Our second course had an octopus tentacle with oranges, lima beans, and a herby sauce (I could not remember all of the details). The texture of the whole dish was extremely great, but I wasn’t sure if the ingredients really paired with each other very nicely, because the citrus blocked the flavor of the octopus and the beans.
Next was a small snack course consisting of a ceasar salad of romaine lettuce and parmesan cheese with some extremely delicious foccacia cubes with butter. The lettuce was crispy and sweet in comparison to the cheese and the foccacia had the perfect consistency.


This was a kind of squid ink shell pasta in which the name I could not remember with spinach, mariana, sausage, and burrata cheese to mix in.

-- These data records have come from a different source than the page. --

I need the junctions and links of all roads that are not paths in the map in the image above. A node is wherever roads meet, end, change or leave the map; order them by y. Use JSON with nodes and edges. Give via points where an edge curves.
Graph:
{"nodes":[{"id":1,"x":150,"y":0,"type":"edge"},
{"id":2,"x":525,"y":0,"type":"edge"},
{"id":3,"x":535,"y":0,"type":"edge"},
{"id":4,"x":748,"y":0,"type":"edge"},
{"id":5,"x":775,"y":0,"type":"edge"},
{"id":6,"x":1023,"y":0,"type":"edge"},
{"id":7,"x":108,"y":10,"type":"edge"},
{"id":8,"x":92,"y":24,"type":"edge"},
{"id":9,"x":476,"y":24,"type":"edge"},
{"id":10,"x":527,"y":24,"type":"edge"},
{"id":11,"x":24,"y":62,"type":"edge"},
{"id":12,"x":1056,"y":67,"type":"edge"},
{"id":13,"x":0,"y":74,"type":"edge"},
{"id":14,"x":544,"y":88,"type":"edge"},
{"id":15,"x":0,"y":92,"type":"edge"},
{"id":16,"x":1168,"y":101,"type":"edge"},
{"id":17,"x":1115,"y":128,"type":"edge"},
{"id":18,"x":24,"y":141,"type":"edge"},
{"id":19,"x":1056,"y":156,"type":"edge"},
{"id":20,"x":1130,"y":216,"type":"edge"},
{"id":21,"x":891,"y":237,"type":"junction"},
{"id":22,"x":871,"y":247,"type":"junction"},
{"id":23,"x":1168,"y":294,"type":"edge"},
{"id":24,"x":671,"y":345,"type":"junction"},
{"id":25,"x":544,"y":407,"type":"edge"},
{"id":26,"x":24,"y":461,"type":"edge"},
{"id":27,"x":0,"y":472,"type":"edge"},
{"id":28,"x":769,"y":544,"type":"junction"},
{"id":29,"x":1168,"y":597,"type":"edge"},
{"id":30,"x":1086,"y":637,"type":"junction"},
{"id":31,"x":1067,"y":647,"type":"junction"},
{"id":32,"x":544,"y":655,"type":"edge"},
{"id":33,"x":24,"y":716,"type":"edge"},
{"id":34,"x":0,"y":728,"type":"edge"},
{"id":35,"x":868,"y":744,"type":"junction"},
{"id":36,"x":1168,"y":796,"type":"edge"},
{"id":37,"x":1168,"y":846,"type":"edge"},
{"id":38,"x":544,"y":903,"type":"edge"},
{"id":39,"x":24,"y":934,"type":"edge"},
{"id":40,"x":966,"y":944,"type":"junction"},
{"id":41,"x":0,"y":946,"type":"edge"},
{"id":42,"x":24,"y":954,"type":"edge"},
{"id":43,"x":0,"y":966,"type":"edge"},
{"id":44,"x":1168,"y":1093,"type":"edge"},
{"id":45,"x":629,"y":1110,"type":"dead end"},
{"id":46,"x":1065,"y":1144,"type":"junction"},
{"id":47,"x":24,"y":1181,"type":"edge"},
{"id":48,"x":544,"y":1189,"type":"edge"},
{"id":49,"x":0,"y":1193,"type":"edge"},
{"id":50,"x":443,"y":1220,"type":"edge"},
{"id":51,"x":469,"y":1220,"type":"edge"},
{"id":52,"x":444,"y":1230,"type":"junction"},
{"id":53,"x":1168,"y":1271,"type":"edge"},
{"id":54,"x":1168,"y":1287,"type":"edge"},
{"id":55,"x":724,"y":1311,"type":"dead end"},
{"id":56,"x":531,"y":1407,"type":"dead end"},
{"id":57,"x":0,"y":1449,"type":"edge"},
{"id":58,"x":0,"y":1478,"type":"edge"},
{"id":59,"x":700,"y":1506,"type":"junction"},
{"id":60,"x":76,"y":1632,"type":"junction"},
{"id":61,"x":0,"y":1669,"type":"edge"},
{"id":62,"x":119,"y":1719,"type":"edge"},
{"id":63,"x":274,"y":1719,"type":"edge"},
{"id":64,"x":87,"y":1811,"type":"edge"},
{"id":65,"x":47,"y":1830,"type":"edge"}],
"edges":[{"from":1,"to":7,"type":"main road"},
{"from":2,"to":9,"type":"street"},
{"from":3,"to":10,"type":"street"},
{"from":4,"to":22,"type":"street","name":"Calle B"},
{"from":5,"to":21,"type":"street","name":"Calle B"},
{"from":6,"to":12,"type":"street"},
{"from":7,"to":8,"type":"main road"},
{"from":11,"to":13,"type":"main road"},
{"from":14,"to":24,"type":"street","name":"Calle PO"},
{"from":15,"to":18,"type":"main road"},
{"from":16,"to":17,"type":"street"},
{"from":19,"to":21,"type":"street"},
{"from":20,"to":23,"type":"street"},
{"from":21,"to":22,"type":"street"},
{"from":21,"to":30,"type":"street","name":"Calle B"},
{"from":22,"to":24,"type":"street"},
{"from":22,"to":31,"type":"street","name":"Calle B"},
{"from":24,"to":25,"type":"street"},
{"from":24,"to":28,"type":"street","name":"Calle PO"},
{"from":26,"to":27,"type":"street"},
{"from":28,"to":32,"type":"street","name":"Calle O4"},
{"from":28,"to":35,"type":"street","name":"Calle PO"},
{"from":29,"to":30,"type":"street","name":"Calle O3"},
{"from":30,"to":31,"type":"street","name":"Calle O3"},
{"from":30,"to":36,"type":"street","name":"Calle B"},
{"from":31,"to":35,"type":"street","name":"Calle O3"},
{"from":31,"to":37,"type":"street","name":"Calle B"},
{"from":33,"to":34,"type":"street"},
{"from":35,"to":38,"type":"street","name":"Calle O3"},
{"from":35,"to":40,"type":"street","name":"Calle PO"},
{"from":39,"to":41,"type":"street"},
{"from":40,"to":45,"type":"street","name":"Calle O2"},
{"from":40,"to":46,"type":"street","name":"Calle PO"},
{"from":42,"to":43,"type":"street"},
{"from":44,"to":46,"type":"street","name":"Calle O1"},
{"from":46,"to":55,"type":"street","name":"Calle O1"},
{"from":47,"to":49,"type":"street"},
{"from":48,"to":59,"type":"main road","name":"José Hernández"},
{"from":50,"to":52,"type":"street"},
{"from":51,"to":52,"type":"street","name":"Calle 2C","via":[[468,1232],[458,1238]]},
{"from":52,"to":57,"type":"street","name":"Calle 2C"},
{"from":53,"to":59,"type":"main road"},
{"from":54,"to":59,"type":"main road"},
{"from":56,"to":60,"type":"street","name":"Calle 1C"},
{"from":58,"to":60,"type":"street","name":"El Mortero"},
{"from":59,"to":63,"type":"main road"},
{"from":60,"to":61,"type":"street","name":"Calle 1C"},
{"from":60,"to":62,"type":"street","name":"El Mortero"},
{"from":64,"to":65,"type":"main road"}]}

Everything tasted like a normal tomato pasta with the spinach and the sausages being very cool components. Fine course.


Our last pasta course of the day was a kind of ravioli with cheese and trumpet mushrooms. The cheese was hot and stuffy, and had a sweet taste that was very pleasing. The mushrooms gave it an earthy taste, but I found the sweetness a little overbearing.
Our first final course was seared tuna with micro greens, pumpkin puree, and cranberries. I’m not a big fan of cooked tuna to begin with, and the dish just generally wasn’t very good with fruits, and the tuna was seasoned to heavily, to my belief.
Our final literal course of the night was steak with daikon radish, some fried herb cheese thing, and a housemade beef meatball with brussel sprouts

The meat was all the beautiful, with a great cut and sear, but it was a little tough. The crunch vegetables were perfect with the sort of cheesy sauce, and the meatball was a star. Great.
There were three deserts: a chocolate cookie, some bombolones, and a extremely rich chocolate mousse. All were perfectly sweet and delicious.